May 21, 2026 | Posted by Abdul-Rahman Oladimeji
Nebius has signed a deal with Bloom Energy to deploy solid oxide fuel cells for its U.S. AI infrastructure buildout. The first project will deliver 328MW of behind-the-meter power for Nebius’ AI cloud platform at an undisclosed site, with operations expected to begin later this year.
“Power remains a key constraint for AI infrastructure build-outs,” said Andrey Korolenko, chief product and infrastructure officer at Nebius. “We chose Bloom because their fuel cells solve that directly: Clean power with virtually no pollutants is deployed onsite, on the timelines our customers need, with the availability AI workloads require. We expect to put this technology to work alongside our infrastructure as we continue to scale our capacity.”
“AI workloads demand power infrastructure that matches the performance of the cloud platforms they run on,” added Aman Joshi, CCO at Bloom. “Our partnership with AI cloud leader Nebius brings together Bloom’s clean fuel cell technology and AI-native infrastructure, and helps deliver a community-friendly, high-performance solution at scale.”

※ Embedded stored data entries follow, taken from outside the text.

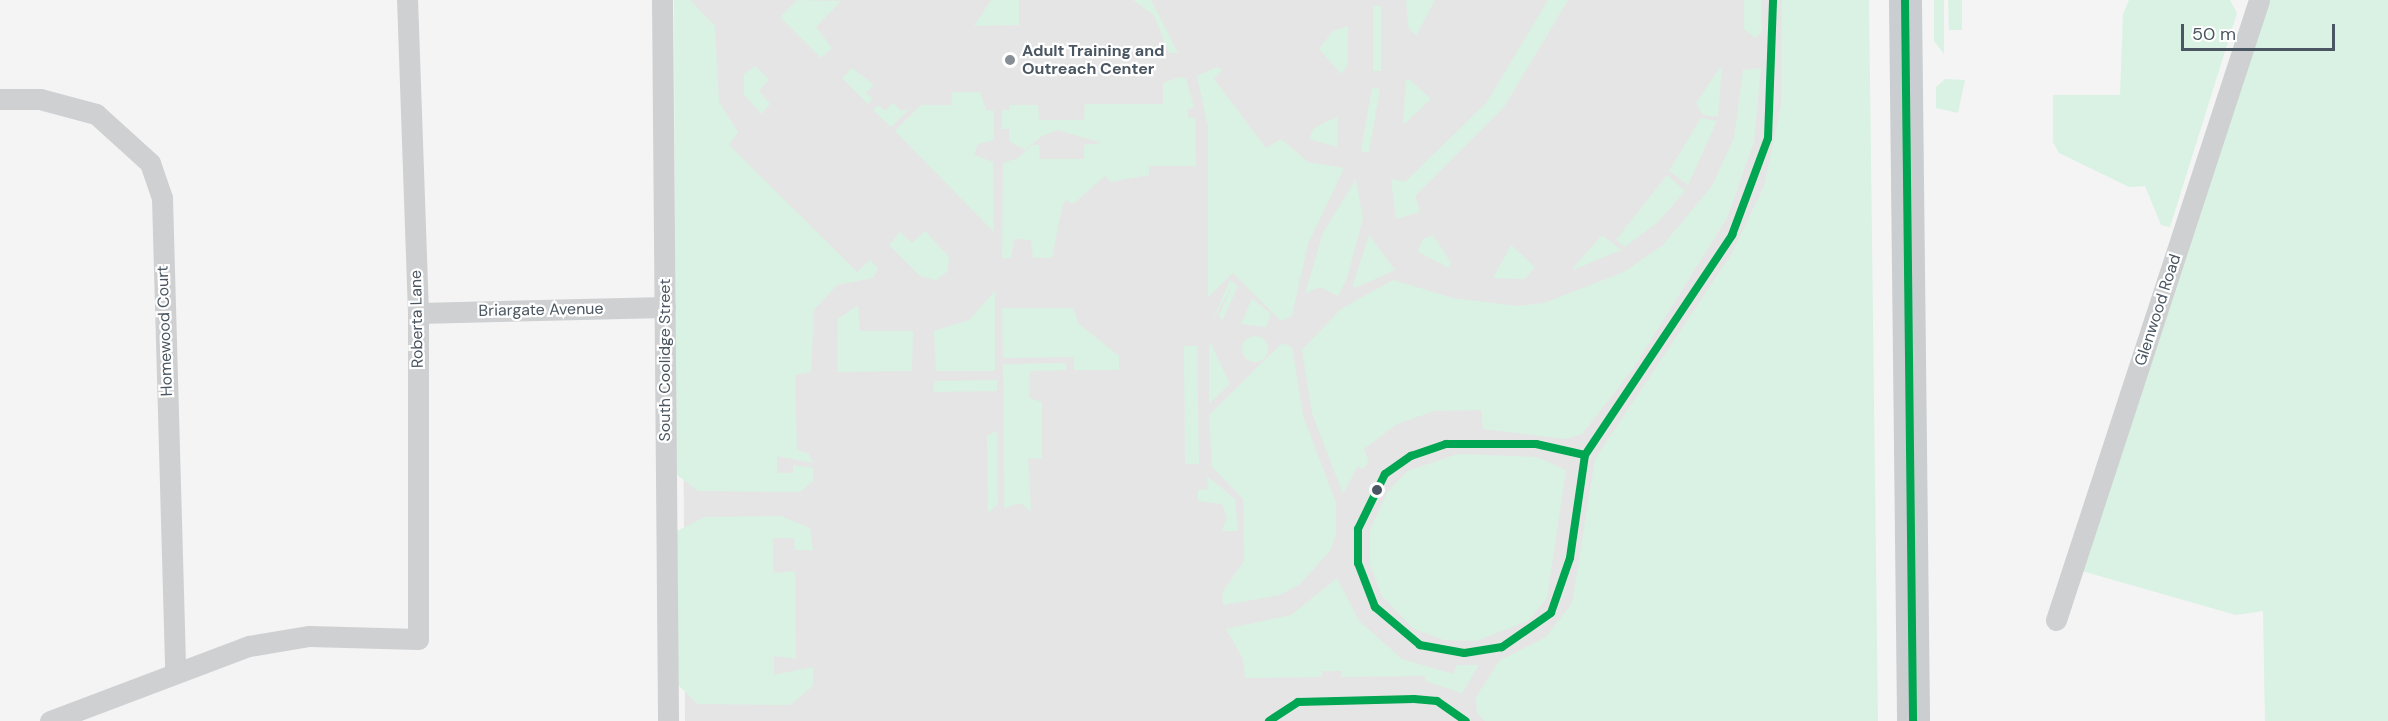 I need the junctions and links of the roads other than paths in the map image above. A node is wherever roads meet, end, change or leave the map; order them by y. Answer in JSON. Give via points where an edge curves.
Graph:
{"nodes":[{"id":1,"x":407,"y":0,"type":"edge"},
{"id":2,"x":662,"y":0,"type":"edge"},
{"id":3,"x":1905,"y":0,"type":"edge"},
{"id":4,"x":2259,"y":0,"type":"edge"},
{"id":5,"x":0,"y":99,"type":"edge"},
{"id":6,"x":664,"y":307,"type":"junction"},
{"id":7,"x":418,"y":313,"type":"junction"},
{"id":8,"x":2056,"y":620,"type":"dead end"},
{"id":9,"x":175,"y":671,"type":"junction"},
{"id":10,"x":50,"y":721,"type":"edge"},
{"id":11,"x":668,"y":721,"type":"edge"},
{"id":12,"x":1913,"y":721,"type":"edge"}],
"edges":[{"from":1,"to":7,"type":"street","name":"Roberta Lane"},
{"from":2,"to":6,"type":"street","name":"South Coolidge Street"},
{"from":3,"to":12,"type":"main road"},
{"from":4,"to":8,"type":"street","name":"Glenwood Road"},
{"from":5,"to":9,"type":"street","name":"Homewood Court","via":[[39,99],[96,114],[150,163],[162,198]]},
{"from":6,"to":7,"type":"street","name":"Briargate Avenue"},
{"from":6,"to":11,"type":"street","name":"South Coolidge Street"},
{"from":7,"to":9,"type":"street","name":"Roberta Lane","via":[[418,639],[309,636],[249,646]]},
{"from":9,"to":10,"type":"street"}]} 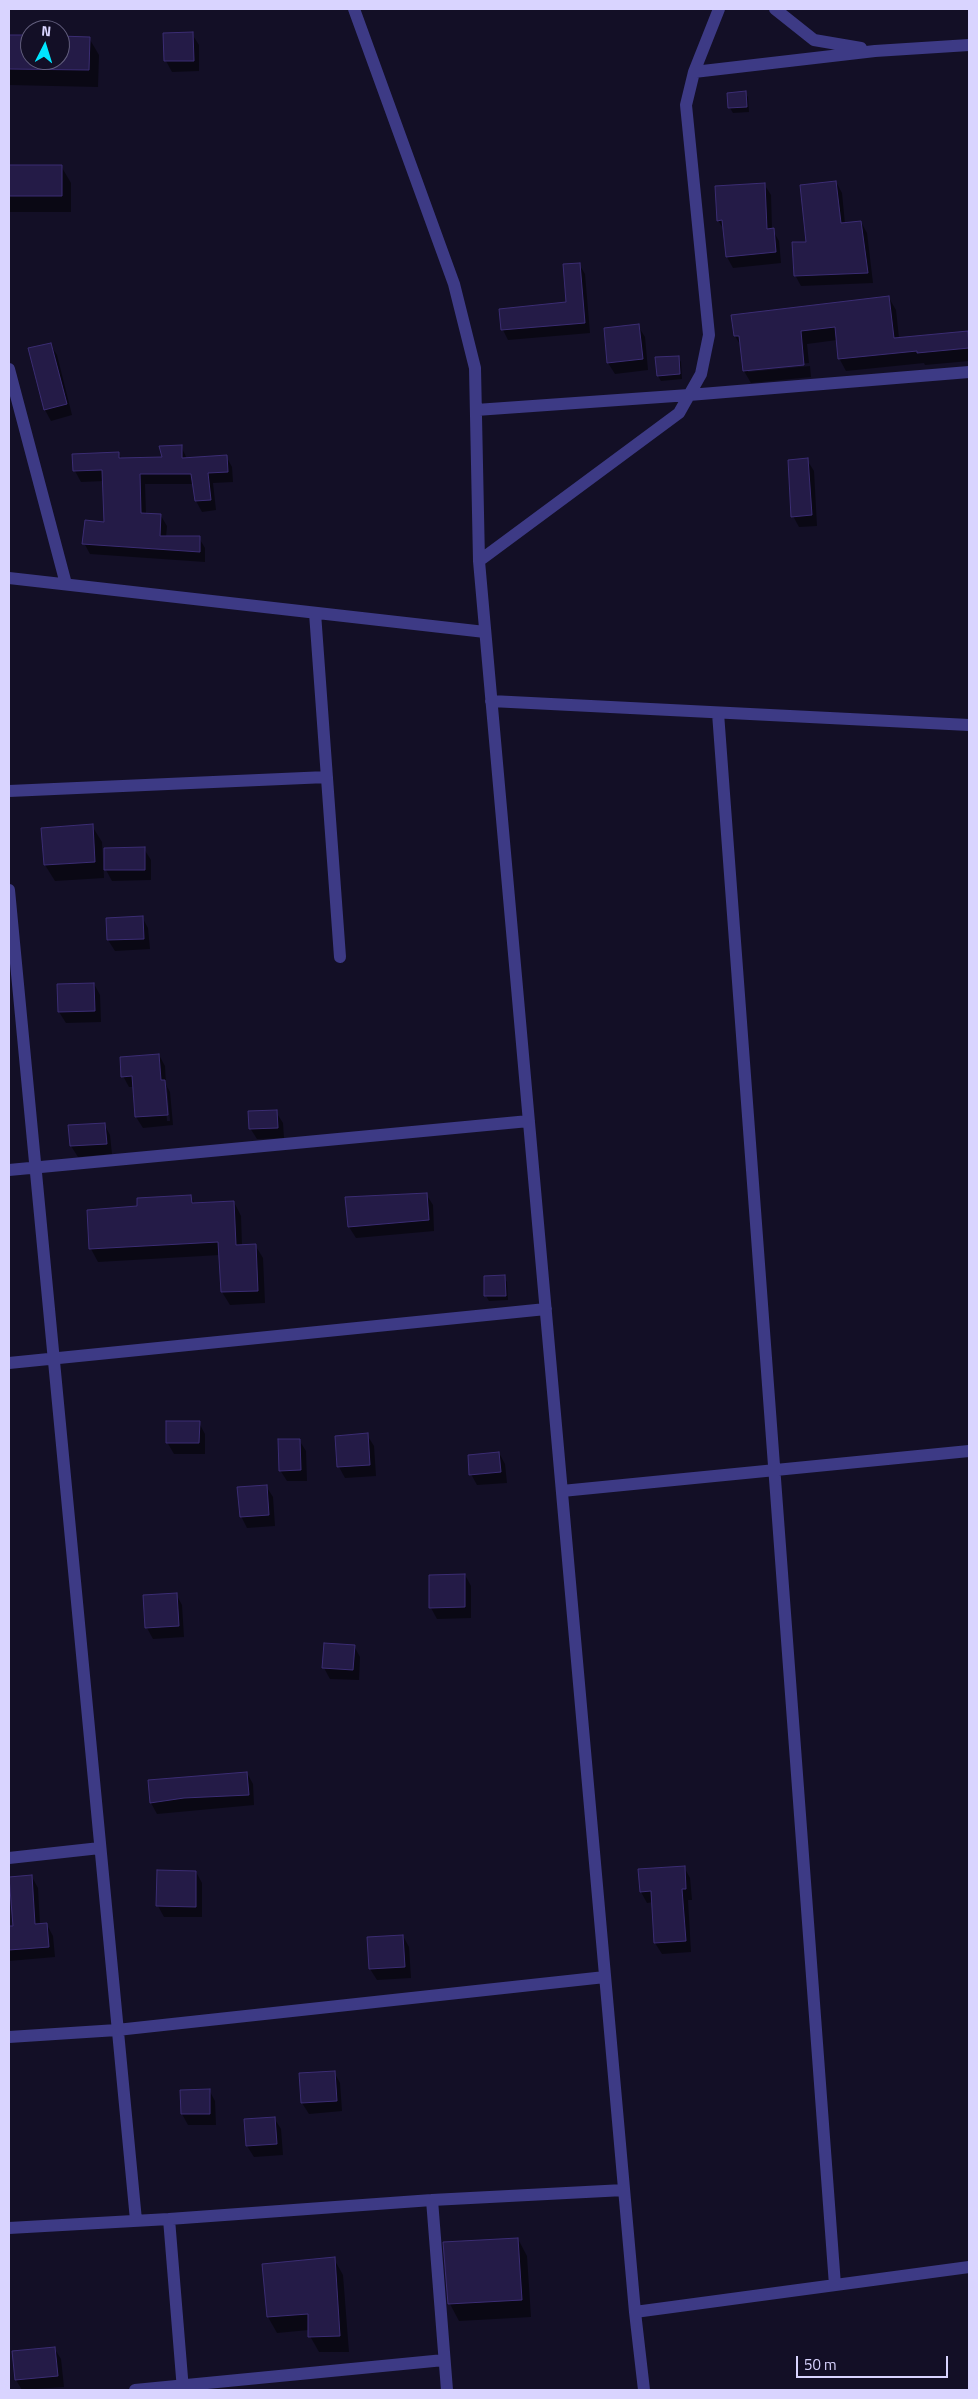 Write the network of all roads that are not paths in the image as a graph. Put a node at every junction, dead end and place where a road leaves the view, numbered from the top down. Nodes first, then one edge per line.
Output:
1 (354, 9) edge
2 (719, 9) edge
3 (775, 9) edge
4 (969, 45) edge
5 (875, 50) junction
6 (694, 72) junction
7 (9, 369) edge
8 (969, 372) edge
9 (689, 396) junction
10 (476, 410) junction
11 (479, 561) junction
12 (9, 578) edge
13 (66, 584) junction
14 (315, 613) junction
15 (485, 632) junction
16 (491, 701) junction
17 (718, 712) junction
18 (969, 725) edge
19 (327, 777) junction
20 (9, 791) edge
21 (9, 890) edge
22 (340, 957) dead end
23 (14, 998) edge
24 (529, 1121) junction
25 (35, 1168) junction
26 (9, 1170) edge
27 (546, 1309) junction
28 (53, 1358) junction
29 (9, 1362) edge
30 (969, 1451) edge
31 (774, 1470) junction
32 (562, 1491) junction
33 (100, 1848) junction
34 (9, 1858) edge
35 (605, 1977) junction
36 (117, 2030) junction
37 (9, 2037) edge
38 (624, 2190) junction
39 (432, 2200) junction
40 (169, 2219) junction
41 (136, 2220) junction
42 (9, 2228) edge
43 (969, 2267) edge
44 (835, 2285) junction
45 (635, 2312) junction
46 (444, 2360) junction
47 (182, 2387) edge
48 (134, 2390) edge
49 (447, 2390) edge
50 (644, 2390) edge

1 - 10 street
2 - 6 street
3 - 5 street
4 - 5 street
5 - 6 street
6 - 9 street
7 - 13 street
8 - 9 street
9 - 10 street
9 - 11 street
10 - 11 street
11 - 15 street
12 - 13 street
13 - 14 street
14 - 15 street
14 - 19 street
15 - 16 street
16 - 17 street
16 - 24 street
17 - 18 street
17 - 31 street
19 - 20 street
19 - 22 street
21 - 23 street
23 - 25 street
24 - 25 street
24 - 27 street
25 - 26 street
25 - 28 street
27 - 28 street
27 - 32 street
28 - 29 street
28 - 33 street
30 - 31 street
31 - 32 street
31 - 44 street
32 - 35 street
33 - 34 street
33 - 36 street
35 - 36 street
35 - 38 street
36 - 37 street
36 - 41 street
38 - 39 street
38 - 45 street
39 - 40 street
39 - 46 street
40 - 41 street
40 - 47 street
41 - 42 street
43 - 44 street
44 - 45 street
45 - 50 street
46 - 47 street
46 - 49 street
47 - 48 street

Bloom Energy says its solid oxide fuel cells (SOFCs) convert fuel into electricity through an electrochemical process rather than combustion, improving efficiency and reducing emissions. The systems are fuel-agnostic, supporting natural gas, biogas, and hydrogen, and are designed to handle high-density AI workloads with compatibility for emerging standards like 800V DC. The company’s agreement with Nebius is its latest in a growing data center push. It recently expanded its deal with Oracle to supply up to 2.8GW of capacity, building on a prior 1.2GW agreement. It also has deployments with Equinix across 19 data centers totaling over 100MW, and a separate agreement with American Electric Power for up to 1GW of off-grid SOFC capacity for AI data centers.